На другой день, около 6 часов утра, я был разбужен моей квартирной хозяйкой. Она сказала, что какой-то военный хочет меня видеть. К моему огромному удивлению на пороге я увидел курьера — сотника. Весьма путано он объяснил мне причину своего раннего визита — пропажей моих писем. Впадая в противоречие, он рассказал мне, как это произошло. Из его слов я понял, что он приехал на вокзал и, в ожидании поезда, стал ужинать. Затем, решив, что надежнее будет держать письма в небольшом чемоданчике, он, расстегнув мундир и рубашку, вытащил оттуда письма. В вагоне, сотник положил чемодан на полку, сам сел в другое отделение и всю ночь не спускал с него глаз. Но вдруг, под утро, он на минутку задремал, а когда открыл глаза, то чемодан исчез. Таково было его сумбурное объяснение.
— «Разве Вы могли наблюдать за чемоданом, если вагоны не освещаются?» — спросил его я. Мой вопрос смутил сотника, но только на мгновенье и затем последовал его наглый ответ: «Был месяц.»
— «Вы говорили, что ехали всю ночь и, значит, далеко отъехали от Вены, а сейчас 6 часов утра и Вы уже у меня.»

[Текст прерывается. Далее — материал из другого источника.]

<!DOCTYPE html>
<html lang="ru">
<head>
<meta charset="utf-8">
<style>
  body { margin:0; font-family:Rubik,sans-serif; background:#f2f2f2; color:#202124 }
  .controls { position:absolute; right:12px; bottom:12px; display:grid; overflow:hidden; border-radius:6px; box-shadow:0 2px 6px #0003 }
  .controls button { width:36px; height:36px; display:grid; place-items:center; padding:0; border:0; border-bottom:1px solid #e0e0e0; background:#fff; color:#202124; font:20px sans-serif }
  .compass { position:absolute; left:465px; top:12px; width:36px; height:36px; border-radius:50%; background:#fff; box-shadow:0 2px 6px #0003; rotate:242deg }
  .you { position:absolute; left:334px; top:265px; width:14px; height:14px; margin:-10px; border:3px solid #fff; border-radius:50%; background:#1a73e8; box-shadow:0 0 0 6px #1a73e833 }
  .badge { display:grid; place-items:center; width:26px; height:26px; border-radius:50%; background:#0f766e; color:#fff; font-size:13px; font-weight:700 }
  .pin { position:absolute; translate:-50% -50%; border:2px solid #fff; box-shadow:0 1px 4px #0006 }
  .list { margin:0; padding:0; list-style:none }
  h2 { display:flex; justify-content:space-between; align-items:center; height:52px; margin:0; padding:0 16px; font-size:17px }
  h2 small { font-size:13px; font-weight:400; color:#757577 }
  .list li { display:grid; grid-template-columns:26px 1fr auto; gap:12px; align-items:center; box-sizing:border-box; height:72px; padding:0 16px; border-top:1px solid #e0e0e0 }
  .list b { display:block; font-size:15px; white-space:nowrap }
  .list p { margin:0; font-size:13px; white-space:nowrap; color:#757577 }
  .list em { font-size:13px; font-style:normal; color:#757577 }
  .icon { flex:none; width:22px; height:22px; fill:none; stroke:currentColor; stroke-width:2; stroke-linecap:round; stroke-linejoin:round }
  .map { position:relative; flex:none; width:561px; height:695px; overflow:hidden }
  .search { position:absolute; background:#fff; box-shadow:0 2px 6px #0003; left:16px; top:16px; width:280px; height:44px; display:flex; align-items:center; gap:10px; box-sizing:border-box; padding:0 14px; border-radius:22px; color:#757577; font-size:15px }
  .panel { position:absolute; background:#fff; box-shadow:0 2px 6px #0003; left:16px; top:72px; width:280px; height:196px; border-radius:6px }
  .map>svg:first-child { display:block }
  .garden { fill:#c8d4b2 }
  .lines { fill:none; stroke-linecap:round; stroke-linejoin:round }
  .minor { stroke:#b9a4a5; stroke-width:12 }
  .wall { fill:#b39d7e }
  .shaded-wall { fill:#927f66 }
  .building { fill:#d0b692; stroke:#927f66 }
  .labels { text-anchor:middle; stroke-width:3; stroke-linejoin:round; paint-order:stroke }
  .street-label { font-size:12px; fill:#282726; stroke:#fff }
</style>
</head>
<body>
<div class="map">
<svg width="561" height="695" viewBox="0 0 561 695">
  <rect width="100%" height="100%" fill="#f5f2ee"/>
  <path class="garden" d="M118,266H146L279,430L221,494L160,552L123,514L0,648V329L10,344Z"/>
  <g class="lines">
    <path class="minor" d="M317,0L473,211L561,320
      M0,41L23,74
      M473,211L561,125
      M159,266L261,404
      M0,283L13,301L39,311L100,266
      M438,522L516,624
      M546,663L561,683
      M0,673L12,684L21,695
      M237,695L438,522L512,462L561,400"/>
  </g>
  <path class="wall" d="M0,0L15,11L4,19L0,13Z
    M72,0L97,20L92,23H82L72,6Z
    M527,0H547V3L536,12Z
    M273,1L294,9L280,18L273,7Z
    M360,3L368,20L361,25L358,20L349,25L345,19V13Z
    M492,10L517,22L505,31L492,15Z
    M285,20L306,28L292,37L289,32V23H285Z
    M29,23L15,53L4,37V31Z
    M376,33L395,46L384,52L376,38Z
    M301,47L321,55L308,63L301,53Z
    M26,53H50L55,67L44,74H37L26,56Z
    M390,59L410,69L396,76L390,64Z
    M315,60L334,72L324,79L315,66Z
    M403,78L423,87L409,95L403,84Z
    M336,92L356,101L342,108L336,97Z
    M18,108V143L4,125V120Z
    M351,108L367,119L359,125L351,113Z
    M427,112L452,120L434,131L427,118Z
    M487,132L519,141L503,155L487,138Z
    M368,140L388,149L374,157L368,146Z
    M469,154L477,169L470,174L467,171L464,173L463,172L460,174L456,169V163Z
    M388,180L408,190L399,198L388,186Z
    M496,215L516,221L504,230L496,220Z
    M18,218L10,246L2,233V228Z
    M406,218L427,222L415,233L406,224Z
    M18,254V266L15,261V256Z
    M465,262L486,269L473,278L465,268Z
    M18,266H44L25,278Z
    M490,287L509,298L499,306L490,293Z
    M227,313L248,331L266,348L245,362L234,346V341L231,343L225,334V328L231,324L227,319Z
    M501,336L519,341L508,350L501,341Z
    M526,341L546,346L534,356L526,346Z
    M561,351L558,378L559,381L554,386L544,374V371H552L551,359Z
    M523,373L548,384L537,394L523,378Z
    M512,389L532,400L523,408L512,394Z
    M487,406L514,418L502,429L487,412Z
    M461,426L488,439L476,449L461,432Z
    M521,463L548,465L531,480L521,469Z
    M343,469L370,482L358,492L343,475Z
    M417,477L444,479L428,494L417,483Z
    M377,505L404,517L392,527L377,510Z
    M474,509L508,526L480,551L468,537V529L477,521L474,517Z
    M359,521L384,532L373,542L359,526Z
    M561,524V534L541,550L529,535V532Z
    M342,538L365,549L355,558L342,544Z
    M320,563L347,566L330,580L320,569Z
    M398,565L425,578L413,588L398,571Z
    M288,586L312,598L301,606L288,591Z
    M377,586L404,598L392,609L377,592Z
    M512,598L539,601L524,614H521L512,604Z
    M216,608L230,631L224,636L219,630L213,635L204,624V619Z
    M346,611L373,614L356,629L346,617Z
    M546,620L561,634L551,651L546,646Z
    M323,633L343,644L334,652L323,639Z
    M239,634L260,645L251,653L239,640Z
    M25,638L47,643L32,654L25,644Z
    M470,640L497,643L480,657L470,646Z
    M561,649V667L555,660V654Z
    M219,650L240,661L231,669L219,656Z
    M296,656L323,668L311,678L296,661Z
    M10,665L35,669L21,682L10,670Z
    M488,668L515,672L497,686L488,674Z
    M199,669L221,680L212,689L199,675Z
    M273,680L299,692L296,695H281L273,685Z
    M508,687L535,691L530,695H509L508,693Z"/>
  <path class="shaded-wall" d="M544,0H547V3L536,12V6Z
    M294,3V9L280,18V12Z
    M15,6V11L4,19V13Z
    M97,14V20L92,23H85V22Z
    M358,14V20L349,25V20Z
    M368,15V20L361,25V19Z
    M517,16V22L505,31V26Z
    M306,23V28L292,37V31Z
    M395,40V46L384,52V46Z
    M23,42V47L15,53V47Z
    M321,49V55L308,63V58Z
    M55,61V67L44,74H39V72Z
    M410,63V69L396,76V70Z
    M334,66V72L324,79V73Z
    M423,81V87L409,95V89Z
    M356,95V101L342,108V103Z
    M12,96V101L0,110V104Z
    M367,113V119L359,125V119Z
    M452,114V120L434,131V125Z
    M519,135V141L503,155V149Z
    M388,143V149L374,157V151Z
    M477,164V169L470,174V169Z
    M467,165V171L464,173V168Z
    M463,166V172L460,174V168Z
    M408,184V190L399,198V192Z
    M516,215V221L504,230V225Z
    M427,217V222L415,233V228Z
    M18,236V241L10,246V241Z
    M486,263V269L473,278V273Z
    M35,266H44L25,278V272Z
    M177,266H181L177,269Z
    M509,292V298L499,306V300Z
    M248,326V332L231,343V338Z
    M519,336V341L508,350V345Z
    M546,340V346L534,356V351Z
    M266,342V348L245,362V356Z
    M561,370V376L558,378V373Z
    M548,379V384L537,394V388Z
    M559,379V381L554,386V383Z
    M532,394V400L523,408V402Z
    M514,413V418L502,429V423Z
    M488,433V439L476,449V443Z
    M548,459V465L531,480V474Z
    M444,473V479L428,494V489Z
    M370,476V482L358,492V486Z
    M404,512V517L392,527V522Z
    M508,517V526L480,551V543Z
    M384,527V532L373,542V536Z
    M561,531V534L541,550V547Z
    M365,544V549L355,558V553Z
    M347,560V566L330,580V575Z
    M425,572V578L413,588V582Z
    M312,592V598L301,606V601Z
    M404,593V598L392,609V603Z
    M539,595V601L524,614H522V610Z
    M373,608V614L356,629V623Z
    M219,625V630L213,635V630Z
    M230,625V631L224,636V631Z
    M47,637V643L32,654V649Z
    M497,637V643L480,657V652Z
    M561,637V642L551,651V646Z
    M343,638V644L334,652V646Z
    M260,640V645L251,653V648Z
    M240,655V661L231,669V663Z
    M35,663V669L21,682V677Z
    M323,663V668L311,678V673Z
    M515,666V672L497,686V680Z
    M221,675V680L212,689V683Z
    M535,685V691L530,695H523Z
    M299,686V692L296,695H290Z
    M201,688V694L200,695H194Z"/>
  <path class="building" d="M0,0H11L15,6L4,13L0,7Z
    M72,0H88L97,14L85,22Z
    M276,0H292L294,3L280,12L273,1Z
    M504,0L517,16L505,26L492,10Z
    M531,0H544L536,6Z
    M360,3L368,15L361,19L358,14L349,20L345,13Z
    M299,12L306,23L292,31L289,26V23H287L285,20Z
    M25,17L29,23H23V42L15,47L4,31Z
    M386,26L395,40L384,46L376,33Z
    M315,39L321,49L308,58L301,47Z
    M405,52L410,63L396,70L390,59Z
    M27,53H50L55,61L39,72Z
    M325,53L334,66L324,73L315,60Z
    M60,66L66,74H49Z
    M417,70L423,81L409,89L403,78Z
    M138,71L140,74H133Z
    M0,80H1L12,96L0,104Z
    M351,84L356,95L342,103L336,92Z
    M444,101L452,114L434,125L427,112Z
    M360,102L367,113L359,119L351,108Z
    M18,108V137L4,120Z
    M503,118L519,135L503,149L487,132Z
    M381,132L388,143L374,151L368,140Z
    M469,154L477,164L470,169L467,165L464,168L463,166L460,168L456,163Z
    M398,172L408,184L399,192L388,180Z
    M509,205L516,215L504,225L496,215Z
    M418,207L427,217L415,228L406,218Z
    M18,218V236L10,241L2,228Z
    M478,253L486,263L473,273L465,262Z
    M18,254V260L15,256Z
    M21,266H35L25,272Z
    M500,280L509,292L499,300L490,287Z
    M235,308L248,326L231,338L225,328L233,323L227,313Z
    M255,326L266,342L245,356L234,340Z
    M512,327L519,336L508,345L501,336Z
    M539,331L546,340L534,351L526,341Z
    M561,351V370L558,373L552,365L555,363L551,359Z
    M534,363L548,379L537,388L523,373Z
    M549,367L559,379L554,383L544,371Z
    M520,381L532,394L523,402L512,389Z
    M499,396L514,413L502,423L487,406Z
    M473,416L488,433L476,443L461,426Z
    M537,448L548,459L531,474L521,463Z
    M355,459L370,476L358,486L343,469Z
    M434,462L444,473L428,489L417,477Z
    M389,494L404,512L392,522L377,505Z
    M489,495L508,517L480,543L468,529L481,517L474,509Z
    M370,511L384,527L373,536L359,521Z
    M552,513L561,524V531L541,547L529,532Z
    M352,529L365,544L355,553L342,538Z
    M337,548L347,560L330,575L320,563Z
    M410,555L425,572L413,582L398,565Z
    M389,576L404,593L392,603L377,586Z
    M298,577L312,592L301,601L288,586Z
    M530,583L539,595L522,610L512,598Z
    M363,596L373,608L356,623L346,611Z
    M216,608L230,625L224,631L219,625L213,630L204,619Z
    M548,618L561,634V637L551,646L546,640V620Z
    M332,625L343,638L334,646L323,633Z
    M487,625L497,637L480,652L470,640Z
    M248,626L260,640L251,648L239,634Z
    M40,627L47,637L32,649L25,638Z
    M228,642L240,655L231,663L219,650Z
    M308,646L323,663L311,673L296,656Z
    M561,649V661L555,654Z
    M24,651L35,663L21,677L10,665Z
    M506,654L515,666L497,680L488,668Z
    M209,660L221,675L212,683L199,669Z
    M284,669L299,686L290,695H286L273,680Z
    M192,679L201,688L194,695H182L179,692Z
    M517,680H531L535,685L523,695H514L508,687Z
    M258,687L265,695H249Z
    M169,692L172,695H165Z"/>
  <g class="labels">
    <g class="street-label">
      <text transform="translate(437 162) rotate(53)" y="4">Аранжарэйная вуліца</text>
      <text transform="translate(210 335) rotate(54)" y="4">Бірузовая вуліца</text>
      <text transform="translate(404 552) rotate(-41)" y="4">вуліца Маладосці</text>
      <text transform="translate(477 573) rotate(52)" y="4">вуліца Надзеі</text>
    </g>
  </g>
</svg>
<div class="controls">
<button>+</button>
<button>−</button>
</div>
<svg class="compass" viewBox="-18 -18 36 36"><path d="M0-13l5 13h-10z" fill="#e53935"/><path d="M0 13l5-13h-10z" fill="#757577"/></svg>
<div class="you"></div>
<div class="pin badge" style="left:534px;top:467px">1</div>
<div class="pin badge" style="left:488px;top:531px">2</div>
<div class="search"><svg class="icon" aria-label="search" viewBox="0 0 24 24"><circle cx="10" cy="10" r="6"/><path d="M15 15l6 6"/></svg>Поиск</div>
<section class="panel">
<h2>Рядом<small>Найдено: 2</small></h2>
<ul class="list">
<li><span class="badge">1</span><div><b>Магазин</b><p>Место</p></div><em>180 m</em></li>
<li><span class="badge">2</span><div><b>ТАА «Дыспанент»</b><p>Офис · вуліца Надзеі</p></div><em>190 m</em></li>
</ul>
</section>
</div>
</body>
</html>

Не задумываясь он ответил, что приехал автомобилем. Дальше я не хотел его спрашивать, но невольно вспомнил поломанную печать на письме Ген. Краснова. У меня не оставалось сомнений, что передо мной сидит наглый тип, исполняющий, но крайне грубо и примитивно чье-то поручение.

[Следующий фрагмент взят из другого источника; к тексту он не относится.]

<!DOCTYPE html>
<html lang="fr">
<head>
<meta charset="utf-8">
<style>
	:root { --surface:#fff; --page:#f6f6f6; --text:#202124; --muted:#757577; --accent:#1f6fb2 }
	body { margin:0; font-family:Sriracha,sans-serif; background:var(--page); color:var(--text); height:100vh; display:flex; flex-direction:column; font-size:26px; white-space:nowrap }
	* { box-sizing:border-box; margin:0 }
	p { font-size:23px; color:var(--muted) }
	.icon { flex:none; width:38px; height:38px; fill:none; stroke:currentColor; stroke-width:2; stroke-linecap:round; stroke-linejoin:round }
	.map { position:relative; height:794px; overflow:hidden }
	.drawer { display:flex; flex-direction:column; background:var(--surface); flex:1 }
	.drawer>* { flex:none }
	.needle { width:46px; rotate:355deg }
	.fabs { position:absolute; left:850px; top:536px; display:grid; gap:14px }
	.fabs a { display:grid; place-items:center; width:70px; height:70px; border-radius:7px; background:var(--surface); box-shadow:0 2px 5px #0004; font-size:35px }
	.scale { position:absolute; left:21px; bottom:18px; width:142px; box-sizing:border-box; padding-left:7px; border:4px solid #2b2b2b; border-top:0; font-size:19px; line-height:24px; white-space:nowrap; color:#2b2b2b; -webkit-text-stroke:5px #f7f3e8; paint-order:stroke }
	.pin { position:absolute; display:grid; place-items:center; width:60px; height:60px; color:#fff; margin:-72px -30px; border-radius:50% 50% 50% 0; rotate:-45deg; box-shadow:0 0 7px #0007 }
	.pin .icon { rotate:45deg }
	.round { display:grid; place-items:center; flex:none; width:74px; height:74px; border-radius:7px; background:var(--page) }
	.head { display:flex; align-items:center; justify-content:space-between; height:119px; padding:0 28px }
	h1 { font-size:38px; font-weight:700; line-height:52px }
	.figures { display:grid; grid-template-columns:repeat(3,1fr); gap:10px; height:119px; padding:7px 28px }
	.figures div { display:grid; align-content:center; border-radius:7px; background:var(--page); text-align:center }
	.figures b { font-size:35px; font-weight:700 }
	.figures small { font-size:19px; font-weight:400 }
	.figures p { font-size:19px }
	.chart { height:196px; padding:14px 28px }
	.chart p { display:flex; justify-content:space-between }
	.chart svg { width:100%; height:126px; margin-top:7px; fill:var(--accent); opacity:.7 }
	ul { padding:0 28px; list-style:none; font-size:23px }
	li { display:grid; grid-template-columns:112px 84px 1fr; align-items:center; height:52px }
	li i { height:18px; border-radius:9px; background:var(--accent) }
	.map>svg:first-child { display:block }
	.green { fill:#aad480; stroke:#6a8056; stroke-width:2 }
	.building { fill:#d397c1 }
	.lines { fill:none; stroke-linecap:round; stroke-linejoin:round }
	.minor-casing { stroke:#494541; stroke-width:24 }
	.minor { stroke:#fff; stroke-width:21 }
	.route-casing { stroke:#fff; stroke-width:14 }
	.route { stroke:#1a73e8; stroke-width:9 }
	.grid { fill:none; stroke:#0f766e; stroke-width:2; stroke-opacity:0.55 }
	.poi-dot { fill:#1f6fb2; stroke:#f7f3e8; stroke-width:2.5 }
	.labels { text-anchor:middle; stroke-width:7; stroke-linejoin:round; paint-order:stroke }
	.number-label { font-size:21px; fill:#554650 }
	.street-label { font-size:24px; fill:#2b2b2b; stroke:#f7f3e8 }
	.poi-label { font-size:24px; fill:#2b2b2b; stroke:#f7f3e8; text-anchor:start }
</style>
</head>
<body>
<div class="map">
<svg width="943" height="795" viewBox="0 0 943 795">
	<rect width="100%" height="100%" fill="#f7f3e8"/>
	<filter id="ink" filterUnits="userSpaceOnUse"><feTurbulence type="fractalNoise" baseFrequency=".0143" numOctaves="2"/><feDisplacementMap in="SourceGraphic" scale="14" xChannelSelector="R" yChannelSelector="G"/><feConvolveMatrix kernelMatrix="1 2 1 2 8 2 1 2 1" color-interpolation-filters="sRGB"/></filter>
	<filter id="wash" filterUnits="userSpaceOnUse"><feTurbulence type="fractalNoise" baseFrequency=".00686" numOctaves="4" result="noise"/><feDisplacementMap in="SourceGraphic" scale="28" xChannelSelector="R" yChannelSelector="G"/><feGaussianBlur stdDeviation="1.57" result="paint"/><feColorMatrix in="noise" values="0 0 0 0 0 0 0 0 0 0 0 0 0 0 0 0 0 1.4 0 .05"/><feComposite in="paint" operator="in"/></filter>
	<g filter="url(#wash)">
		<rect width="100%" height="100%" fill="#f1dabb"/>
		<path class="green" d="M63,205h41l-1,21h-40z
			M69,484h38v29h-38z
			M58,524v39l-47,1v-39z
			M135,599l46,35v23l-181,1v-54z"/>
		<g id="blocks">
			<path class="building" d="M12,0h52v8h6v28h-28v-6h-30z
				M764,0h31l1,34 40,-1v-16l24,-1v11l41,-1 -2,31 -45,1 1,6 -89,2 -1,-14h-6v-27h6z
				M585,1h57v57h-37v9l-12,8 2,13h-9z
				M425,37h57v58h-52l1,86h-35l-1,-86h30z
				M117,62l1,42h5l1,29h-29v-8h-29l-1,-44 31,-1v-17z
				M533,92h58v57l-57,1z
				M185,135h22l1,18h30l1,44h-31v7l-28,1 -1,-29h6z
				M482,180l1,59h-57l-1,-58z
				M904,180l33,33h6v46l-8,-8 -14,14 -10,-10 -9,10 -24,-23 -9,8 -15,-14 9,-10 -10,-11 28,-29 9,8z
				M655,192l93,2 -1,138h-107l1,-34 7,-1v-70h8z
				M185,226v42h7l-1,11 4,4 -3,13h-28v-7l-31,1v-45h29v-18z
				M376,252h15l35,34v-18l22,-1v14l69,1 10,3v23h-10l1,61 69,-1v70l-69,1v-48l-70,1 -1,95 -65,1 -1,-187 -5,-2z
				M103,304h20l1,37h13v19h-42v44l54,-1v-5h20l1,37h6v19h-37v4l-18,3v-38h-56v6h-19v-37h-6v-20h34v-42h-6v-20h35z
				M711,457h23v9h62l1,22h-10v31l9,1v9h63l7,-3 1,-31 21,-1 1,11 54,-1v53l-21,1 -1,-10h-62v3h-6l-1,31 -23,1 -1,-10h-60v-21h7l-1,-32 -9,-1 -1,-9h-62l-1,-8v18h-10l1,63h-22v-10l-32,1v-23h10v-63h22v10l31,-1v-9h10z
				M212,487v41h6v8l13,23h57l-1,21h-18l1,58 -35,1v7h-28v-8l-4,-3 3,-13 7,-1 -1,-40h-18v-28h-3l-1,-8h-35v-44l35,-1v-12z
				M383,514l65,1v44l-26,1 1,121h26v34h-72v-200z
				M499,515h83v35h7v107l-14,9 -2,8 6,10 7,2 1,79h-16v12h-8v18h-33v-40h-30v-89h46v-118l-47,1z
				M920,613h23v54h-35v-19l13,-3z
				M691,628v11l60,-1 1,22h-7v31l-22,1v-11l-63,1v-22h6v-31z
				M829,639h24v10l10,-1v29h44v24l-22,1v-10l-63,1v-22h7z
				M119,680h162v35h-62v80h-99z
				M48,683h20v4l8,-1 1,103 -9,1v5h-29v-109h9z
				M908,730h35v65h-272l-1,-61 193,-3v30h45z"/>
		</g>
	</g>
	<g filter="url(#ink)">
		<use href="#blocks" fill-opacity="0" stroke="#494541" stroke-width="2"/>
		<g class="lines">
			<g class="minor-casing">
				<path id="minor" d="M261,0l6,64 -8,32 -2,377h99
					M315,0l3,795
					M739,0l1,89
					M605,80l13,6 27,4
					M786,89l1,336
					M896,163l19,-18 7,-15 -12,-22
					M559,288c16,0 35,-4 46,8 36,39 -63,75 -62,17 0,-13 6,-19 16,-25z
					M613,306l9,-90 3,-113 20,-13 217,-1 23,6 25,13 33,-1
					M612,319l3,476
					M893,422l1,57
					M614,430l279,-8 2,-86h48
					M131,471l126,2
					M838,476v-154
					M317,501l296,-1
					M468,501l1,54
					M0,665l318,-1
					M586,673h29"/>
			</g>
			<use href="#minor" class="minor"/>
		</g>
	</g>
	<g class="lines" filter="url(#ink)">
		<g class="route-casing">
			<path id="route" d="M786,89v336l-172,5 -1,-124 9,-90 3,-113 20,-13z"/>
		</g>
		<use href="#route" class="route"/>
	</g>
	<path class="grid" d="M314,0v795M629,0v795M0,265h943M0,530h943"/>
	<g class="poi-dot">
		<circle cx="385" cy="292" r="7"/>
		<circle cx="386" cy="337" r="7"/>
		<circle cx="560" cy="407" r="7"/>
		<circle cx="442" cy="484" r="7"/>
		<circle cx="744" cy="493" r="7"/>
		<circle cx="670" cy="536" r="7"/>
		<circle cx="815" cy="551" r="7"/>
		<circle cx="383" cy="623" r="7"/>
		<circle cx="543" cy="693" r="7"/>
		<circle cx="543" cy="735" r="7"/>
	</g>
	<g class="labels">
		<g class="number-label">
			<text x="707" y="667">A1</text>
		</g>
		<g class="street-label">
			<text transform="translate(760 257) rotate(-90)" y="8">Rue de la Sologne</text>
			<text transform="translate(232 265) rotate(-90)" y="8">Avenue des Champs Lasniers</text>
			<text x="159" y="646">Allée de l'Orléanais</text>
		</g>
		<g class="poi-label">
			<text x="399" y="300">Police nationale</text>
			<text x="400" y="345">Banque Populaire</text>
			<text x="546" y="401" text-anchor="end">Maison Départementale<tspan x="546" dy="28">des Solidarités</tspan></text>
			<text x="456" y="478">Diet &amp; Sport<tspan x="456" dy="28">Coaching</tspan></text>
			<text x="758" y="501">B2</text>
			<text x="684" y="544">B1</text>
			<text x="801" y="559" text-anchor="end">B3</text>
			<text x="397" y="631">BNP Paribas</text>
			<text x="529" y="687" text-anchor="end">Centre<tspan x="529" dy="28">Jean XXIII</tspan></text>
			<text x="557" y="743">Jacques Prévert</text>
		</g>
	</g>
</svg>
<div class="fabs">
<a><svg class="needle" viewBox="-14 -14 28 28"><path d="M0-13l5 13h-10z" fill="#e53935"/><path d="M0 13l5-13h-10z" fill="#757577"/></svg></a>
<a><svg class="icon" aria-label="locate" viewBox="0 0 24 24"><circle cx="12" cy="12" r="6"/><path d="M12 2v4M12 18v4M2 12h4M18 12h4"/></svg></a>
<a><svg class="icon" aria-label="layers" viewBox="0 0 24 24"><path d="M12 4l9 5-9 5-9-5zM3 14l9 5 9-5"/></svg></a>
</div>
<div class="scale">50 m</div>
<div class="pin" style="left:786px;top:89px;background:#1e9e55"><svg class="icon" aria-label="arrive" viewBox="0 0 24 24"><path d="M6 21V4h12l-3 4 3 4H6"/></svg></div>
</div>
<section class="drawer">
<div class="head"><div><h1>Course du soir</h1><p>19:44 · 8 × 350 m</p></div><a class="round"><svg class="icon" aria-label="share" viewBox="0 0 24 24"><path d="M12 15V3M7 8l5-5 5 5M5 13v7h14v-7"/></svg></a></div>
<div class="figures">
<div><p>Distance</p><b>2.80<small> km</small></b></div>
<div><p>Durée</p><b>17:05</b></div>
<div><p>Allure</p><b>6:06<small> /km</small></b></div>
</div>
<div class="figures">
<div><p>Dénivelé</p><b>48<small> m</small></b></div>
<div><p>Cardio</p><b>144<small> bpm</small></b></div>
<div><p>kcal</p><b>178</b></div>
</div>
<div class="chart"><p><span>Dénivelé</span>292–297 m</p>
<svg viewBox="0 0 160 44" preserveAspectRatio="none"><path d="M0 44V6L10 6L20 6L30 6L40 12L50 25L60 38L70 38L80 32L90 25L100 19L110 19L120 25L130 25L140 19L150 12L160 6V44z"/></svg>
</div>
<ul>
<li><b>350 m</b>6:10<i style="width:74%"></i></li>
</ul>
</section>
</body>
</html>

Но кого могла интересовать моя переписка с Ген. Красновым, ломал себе я голову. Как я ни старался это решить, делая разные предпосылки, все мои мысли концентрировались на Ген. Доманове. Офицер был его штаба, письмо Ген. Краснова было там вскрыто, прочитано и, конечно, снята копия, — думал я. Так как мои письма были запечатаны несколькими печатями и вскрытию не поддавались, то было решено симулировать их пропажу. И, если тогда я не мог уяснить себе смысл этого, то позже, когда я был свидетелем поведения Ген. Доманова, его разрыва с Ген. Красновым и заискивания перед Ген. Власовым, для меня стала ясна цель. В этом случае Доманов применил чисто советский метод. Общеизвестно, что в Советском Союзе никаким словесным заверениям в приверженности к коммунистическому режиму, ценности не придается. Таковую надо доказать соответствующими поступками, в виде доносов на своих близких, или предоставлением каких либо важных документов, выкраденных, например, у иностранцев. Ген. Доманов, бесспорно, все время занимал явно враждебную позицию по отношению Р.O.A.. Каждое одобрительное слово, произнесенное офицером по адресу Ген. Власова, неминуемо влекло за собой увольнение со службы и таких примеров было очень много[11]. Желая подтвердить свой полный разрыв с Ген. Красновым и доказать свою верность Ген. Власову, Доманов, надо полагать, решил, вместе со своей челобитной, подкрепить свою преданность передачей ему и этих писем.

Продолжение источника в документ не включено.